Required work:
From the entries below, copy every line that holds the word "numbered".

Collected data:
═══

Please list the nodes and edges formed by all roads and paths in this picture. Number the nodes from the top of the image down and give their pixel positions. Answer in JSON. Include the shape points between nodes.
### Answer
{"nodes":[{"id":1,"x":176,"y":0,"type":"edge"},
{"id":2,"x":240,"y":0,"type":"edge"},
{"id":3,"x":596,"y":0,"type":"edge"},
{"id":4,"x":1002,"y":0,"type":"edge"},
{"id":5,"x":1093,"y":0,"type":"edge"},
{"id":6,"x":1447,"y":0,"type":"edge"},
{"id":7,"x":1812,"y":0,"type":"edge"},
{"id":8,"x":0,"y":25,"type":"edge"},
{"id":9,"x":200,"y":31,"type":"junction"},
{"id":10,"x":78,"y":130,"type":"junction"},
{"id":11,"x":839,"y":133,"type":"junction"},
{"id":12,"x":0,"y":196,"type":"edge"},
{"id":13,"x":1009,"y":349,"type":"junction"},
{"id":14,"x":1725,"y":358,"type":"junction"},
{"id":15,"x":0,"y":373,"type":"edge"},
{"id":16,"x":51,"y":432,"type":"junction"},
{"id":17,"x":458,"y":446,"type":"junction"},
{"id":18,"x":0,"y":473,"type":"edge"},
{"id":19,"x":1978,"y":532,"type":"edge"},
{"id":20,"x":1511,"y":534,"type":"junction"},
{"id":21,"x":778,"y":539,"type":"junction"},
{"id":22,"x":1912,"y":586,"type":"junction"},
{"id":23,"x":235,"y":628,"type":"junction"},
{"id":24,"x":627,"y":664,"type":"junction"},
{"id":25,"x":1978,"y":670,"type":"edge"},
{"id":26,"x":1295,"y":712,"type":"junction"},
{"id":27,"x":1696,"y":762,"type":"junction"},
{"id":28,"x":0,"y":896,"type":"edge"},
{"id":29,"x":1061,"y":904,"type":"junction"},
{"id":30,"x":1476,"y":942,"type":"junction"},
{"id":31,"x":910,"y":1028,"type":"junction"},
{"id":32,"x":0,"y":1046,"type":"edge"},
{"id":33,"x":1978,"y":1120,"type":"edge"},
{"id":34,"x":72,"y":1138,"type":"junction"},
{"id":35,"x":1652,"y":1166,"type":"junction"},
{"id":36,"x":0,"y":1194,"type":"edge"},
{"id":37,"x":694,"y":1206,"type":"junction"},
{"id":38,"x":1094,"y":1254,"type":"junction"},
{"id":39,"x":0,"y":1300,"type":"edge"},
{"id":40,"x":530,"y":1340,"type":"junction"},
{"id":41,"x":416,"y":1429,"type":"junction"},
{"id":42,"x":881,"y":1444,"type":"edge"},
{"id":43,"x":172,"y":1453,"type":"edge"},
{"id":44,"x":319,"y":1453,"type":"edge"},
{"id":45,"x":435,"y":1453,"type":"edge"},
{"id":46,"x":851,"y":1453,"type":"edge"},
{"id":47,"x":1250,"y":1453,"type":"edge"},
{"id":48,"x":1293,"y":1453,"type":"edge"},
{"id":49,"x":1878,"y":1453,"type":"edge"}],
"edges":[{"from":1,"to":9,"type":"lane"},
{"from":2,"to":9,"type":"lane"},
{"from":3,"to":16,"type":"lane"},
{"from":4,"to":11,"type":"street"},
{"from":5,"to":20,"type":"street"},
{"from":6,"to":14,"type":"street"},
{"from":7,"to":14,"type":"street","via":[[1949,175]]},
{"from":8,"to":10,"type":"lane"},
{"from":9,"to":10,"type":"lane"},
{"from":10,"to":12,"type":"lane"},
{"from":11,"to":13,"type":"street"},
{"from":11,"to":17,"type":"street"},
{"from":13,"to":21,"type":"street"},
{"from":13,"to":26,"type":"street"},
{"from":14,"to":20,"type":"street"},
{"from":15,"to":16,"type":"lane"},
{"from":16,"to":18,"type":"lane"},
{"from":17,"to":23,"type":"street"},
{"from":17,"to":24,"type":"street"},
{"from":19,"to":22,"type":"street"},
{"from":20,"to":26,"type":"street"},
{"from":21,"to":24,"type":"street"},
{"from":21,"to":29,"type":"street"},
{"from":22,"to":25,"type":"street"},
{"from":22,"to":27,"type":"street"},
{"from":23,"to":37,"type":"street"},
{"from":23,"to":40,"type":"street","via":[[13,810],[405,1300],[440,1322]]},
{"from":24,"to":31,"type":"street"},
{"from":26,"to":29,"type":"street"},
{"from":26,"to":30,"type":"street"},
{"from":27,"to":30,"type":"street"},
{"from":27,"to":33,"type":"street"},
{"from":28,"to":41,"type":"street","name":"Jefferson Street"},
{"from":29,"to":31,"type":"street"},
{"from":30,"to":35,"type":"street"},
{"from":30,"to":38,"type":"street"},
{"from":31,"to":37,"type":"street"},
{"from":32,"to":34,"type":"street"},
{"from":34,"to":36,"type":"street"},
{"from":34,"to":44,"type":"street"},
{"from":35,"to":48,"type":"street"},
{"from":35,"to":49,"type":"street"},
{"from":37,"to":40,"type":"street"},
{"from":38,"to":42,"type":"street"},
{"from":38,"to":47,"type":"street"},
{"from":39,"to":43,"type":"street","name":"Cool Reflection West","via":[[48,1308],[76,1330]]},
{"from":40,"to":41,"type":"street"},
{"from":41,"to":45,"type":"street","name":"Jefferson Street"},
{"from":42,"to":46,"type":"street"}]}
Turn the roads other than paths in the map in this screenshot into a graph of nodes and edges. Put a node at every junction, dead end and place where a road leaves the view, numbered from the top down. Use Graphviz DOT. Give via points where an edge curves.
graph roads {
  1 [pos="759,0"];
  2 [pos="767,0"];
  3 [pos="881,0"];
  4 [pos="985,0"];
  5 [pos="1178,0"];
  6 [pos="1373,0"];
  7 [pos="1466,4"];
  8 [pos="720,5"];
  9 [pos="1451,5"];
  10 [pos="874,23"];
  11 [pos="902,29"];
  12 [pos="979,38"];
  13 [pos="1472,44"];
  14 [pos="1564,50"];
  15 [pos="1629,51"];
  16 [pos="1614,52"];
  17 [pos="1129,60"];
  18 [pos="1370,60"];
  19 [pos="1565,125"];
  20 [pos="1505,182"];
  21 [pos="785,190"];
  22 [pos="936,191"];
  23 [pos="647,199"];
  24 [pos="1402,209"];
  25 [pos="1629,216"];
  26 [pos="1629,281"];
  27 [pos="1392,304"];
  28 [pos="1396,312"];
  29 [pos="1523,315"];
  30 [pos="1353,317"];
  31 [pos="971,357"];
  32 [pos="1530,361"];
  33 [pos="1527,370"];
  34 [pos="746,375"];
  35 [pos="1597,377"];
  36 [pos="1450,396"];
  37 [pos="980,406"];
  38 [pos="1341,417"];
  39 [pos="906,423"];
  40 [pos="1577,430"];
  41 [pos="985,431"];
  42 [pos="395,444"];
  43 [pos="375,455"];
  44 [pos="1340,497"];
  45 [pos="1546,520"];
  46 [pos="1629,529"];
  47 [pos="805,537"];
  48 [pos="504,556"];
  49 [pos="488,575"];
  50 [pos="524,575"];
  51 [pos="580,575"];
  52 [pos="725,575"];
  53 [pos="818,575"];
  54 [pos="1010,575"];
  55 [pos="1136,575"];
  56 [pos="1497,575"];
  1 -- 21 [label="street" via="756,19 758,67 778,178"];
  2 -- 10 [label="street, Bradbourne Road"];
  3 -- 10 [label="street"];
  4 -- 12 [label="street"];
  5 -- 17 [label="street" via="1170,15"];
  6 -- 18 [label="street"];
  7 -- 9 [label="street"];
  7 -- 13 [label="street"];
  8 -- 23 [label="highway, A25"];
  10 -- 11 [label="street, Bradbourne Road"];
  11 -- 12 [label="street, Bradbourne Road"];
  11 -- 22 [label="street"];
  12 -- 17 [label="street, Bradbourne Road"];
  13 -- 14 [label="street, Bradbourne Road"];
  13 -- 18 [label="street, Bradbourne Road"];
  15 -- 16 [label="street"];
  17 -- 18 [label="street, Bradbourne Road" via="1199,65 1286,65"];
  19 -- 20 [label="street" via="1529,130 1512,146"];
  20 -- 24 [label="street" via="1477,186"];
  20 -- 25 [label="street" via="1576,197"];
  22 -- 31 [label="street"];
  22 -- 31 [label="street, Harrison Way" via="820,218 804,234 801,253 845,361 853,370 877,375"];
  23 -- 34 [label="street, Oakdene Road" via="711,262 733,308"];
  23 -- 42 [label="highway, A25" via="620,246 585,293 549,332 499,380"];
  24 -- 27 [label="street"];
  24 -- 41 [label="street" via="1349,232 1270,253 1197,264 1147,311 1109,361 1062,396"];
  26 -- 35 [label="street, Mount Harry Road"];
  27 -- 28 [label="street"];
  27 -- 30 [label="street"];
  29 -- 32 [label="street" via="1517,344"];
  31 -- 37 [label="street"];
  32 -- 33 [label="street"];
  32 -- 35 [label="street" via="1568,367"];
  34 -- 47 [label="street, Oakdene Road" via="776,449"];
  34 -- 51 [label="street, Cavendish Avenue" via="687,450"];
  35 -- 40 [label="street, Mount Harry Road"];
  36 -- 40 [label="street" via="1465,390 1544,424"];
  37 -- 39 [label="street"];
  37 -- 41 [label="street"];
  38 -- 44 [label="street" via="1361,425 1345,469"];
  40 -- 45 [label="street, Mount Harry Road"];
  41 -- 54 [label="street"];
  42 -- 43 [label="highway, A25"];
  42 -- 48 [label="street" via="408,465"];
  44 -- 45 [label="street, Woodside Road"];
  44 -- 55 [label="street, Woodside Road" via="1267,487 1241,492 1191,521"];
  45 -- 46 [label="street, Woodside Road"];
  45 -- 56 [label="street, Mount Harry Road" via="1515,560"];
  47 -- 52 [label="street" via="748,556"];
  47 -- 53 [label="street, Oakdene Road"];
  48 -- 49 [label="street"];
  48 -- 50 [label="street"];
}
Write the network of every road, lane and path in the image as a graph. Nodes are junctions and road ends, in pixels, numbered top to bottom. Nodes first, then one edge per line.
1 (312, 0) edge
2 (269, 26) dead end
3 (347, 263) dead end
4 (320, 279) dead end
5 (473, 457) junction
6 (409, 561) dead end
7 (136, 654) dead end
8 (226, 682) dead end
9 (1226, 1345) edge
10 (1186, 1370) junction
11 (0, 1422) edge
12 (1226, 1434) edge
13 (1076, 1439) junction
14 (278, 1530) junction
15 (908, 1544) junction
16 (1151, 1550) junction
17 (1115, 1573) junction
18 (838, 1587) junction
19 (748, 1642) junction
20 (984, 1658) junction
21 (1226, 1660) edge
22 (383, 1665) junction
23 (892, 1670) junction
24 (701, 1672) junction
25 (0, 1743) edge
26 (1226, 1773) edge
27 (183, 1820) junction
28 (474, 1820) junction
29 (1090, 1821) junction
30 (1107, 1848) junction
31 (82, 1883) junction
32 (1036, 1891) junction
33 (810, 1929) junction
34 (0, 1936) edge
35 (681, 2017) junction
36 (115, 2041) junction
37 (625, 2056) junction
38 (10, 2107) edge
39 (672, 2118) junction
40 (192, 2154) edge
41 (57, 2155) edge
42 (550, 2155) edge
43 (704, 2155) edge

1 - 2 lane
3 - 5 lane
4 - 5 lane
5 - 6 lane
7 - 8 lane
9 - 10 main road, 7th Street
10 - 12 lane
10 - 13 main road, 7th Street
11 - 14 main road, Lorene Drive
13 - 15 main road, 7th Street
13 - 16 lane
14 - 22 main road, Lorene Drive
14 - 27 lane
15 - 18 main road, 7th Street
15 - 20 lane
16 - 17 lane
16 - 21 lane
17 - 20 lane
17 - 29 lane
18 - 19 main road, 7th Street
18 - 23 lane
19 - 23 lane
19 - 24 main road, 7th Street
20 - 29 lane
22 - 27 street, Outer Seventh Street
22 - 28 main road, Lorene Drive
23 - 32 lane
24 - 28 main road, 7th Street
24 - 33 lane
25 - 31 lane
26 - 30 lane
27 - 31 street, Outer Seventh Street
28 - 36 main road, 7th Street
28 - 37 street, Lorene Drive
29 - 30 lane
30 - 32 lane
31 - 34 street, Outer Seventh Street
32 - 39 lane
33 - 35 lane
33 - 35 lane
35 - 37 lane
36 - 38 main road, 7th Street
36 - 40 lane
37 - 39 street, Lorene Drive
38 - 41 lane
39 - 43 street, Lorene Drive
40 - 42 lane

═══

Response area:
Turn the roads other than paths in the map in this screenshot into a graph of nodes and edges. Put a node at every junction, dead end and place where a road leaves the view, numbered from the top down. Use Graphviz DOT. Give via points where an edge curves.
Write the network of every road, lane and path in the image as a graph. Nodes are junctions and road ends, in pixels, numbered top to bottom. Nodes first, then one edge per line.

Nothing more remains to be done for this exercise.